Crevel stumbled in the snow, the temporary shelter of the elevated track no longer sheltering the ground. He held his hands defensively out in front of him. “What are you talking about? Spanners and twins!” His eyes beaded, black holes of malice, and his finger stretched out and pointed. “Why are you here to bother me, boy? Why haven’t you left this place? You’re nothing but a waster that Madame threw out with his tail between his legs!” He was puffed up with indignation now. “Are you after money, is that it? Have you sunk so low as that?” His voice grew in confidence and aggression as he recovered from his first shock. “What have you done with Simonne?” Crevel demanded to know.
Dermot the while had circled around so that Crevel’s back was towards the bridge. “I’m sure Mademoiselle will be very pleased to hear of your concern for her health,” he growled, “at least until she’s married your spawn.”
“What do you mean by that?” Crevel puffed. “Why did you bring me out here?” His political mind, suspicious and neurotic, whir
led and parried. Simonne.
Simonne had talked to Robert that day, alone and by herself. She’d used his son to set up the meeting beneath the viaduct.

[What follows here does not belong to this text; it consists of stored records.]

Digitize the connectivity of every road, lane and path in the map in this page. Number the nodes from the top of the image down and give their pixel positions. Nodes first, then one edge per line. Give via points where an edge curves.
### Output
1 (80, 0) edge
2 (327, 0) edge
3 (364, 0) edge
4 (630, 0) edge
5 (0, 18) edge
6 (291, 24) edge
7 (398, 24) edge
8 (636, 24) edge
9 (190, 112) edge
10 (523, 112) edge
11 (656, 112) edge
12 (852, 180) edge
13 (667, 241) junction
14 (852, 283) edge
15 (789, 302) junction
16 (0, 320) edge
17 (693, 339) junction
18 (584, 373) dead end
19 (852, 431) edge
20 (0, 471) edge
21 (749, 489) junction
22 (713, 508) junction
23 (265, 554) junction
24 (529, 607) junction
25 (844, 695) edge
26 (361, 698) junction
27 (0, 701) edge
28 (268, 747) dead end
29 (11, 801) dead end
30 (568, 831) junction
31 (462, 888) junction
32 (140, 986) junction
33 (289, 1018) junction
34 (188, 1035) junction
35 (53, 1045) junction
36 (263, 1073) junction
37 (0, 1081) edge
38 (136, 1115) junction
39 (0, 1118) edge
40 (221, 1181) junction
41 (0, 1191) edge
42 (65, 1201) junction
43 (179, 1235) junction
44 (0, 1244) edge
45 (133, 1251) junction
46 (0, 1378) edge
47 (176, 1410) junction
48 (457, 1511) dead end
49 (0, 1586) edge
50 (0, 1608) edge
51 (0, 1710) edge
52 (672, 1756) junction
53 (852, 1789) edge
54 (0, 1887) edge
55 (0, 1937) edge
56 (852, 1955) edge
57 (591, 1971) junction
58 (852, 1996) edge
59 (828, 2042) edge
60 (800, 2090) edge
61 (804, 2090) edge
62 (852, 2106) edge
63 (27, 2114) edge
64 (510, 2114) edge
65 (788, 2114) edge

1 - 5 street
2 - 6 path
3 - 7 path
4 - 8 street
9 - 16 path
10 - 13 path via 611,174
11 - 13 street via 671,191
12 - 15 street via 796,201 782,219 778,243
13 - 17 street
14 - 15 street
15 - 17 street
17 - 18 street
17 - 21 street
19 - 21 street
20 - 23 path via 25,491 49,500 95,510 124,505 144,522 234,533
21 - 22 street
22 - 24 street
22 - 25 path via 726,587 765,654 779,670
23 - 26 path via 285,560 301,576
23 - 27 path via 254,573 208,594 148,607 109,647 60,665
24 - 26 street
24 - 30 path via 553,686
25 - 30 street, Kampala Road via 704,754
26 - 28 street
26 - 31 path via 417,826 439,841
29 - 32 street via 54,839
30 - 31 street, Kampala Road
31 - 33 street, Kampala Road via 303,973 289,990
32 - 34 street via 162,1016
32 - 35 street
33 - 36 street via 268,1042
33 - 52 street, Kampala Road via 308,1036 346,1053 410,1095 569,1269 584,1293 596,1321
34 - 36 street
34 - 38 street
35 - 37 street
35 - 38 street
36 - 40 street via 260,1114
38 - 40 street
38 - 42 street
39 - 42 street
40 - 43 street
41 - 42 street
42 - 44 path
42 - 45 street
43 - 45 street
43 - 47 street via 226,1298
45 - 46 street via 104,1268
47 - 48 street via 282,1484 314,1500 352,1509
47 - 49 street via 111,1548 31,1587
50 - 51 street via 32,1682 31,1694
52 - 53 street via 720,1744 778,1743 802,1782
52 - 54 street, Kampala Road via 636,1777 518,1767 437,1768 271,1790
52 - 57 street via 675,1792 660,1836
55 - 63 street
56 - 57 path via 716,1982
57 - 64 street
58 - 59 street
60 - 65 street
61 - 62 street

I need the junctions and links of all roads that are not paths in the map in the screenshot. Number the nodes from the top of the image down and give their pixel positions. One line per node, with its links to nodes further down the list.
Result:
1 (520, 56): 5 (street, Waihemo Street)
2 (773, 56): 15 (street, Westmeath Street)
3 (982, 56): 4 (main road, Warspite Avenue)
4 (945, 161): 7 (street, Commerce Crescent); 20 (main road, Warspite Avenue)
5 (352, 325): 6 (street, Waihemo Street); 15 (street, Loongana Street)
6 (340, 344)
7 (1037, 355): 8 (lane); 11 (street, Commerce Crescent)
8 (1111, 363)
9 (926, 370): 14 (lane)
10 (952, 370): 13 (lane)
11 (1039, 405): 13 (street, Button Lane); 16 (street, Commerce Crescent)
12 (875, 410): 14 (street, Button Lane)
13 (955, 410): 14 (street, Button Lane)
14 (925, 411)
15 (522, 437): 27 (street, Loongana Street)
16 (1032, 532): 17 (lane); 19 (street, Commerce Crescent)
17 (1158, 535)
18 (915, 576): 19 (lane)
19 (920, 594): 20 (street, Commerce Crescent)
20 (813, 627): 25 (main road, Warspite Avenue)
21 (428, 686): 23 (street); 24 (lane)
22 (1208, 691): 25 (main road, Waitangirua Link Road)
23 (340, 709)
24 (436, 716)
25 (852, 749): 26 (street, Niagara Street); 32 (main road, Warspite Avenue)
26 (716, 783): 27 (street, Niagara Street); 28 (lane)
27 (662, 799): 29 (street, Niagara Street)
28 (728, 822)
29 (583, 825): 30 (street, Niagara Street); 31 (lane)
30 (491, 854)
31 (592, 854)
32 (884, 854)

“Why?” Crevel had asked his boy, when he’d disturbed him with the request. “What does she mean, ‘Come before dawn,’ and what does she want with me there?” But Crevel had his suspicions, and was already working on how it should play.
“She wouldn’t tell me, Father!” Robert had been adamant, his too-honest face devoid of sense or guile or hint of danger. “She just said to come alone.”
“Don’t worry,” Crevel had said cheerily, calming his son, laying his concerns to rest. “It’s bound to be some flutter of the heart she’s had about the wedding. Some trivial detail she’s turned into a burning wish of hers.” He’d treated the summons as an elaborate fancy, reassuring his pliable boy. “She probably doesn’t want you to know about it, something she’s keeping as a surprise. I suspect it costs a little money, and her own mother has refused to comply. I’ll take care of everything, don’t worry about it at all.” And when Crevel was alone at last, and he’d seen Robert off to bed, the cogs of his mind ground industrially away, reviewing scenarios of survival and danger.
There was only a murmur from the riverbanks below them belying the power that it channeled, and a faint distant whistle of a train engine carried, the sound trickling in through the quiet. These noises and the inconvenient Irishman were his only company here.
The old politician sized him up with his keen intelligent eye. “Why have you dragged me out here under pretense, Mr. Ward? I admit I am curious to that.” He forced a smile upon his face and kept up his charade.
“You lied, Crevel,” Dermot’s voice was low and cold and flat; the time for platitudes was over. Unconsciously Ward leaned his shoulders in, but the older man did not rile.
Dermot wrestled down the impulse to cross the five yards between them. Much that was dear to him depended on his patience. Ward felt justice close at hand; it was time for retribution. “You lied,” he said once more.